In November 1987, a group of interdenominational and multiracial Christians formed a ministry called “Reconciliation Ministries” in the “inner-city” of Kansas City, Missouri. What began as an outreach to help the physical needs of the neighborhood gradually emerged into an Eastern Orthodox Christian community, known as St. Mary of Egypt Orthodox Church.

Recently, Professor Cornel West wrote in his best-selling Race Matters that: “The genius of our black foremothers and forefathers was to create powerful buffers to ward off the nihilistic threat, to equip black folk with cultural armor to beat back the demons of hopelessness, meaninglessness, and lovelessness. These buffers consisted of cultural structures of meaning and feeling that created and sustained communities; this armor constituted ways of life and struggle that embodied values of service and sacrifice, love and care, discipline and excellence… These traditions consist primarily of black religious and civic institutions that sustained familial and communal networks of support.”

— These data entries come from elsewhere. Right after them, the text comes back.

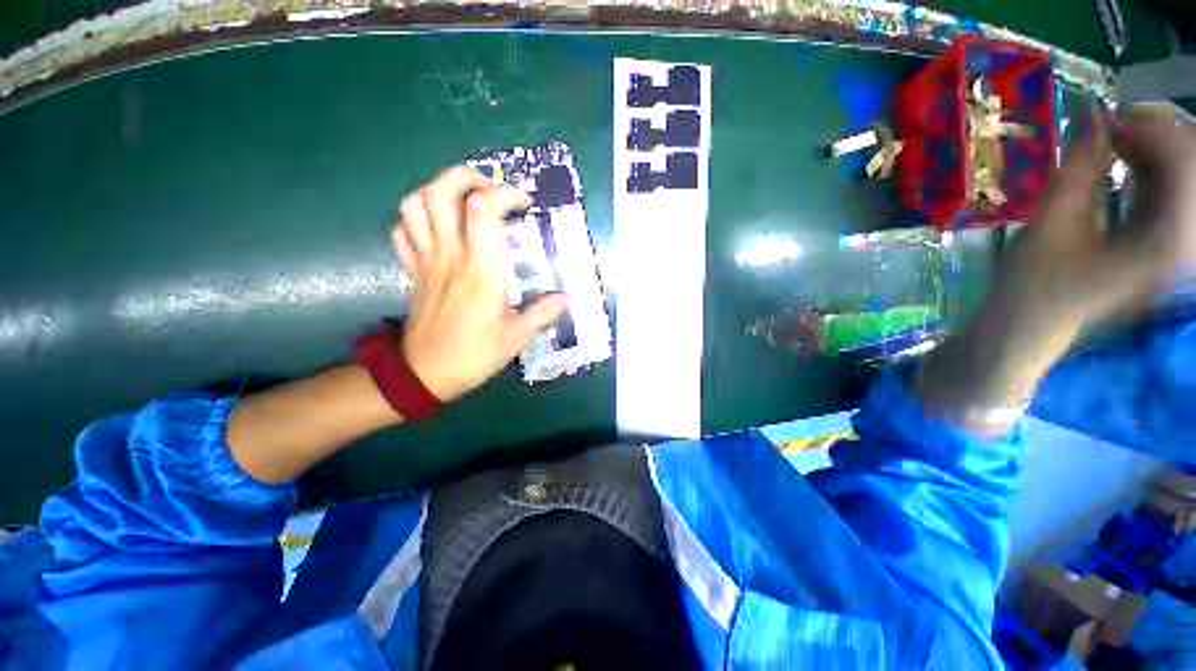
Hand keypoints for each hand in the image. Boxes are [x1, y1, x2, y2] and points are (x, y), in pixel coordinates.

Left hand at [395, 166, 567, 401]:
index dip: (505, 194)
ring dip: (439, 190)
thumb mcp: (518, 338)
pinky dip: (418, 216)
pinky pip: (403, 229)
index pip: (484, 209)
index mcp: (481, 270)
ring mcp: (426, 260)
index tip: (525, 204)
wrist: (425, 373)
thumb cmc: (474, 355)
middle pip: (441, 191)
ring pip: (415, 203)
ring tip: (464, 200)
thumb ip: (543, 314)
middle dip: (467, 176)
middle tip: (491, 190)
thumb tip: (564, 299)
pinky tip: (438, 225)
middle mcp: (450, 255)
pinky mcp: (412, 269)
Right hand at [917, 105, 1195, 431]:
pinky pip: (1175, 198)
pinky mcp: (1168, 252)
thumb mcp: (1051, 225)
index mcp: (1170, 246)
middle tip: (1109, 130)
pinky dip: (1152, 175)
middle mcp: (1189, 248)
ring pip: (1186, 181)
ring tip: (1112, 148)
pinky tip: (1124, 169)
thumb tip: (1093, 115)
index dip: (1149, 128)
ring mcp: (1181, 252)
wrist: (1030, 335)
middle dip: (1156, 137)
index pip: (1186, 161)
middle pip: (1193, 168)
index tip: (1105, 119)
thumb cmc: (1033, 289)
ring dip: (1153, 154)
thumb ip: (1078, 168)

Creating such a buffer has been the byproduct of this group seeking to simply put into practice the teachings of Jesus. Despair, violence, chemical dependency, abuse of all kinds had touched the lives of both those they were serving, as well as some of the volunteers. As these issues surfaced, they began to search for deeper answers. It resulted in discovering for themselves the ancient wisdom of the African desert fathers and mothers. They began to apply their advice on prayer, how to deal with one’s own spiritual blindness, and how to be restored when one’s emotions and desires were disordered. The community little by little was being led to the path of the ancient Orthodox Church. They drew inspiration from the ancient Egyptian monastics, the writings of The Philokalia, and the lives of the holy ones from the Northern Russian forests. In addition, the many saints in urban areas that had combined inner prayer with works of mercy provided models for the kind of Orthodox community they were seeking to become.

St. Moses the Black was a 4th century gang-leader along the Nile that had become one of the desert fathers. St. Mary of Egypt was a 6th century prostitute that left her way of life to spend 47 years in the same desert where St. John the Baptist lived. These radical transformations are but two examples of the deep changes wrought through this ancient path. As the group continued to search through the lives of African saints, they were introduced to hundreds of other examples of inspiration. In 1993, their core community became Orthodox. Each year more and more have been baptized and chrismated.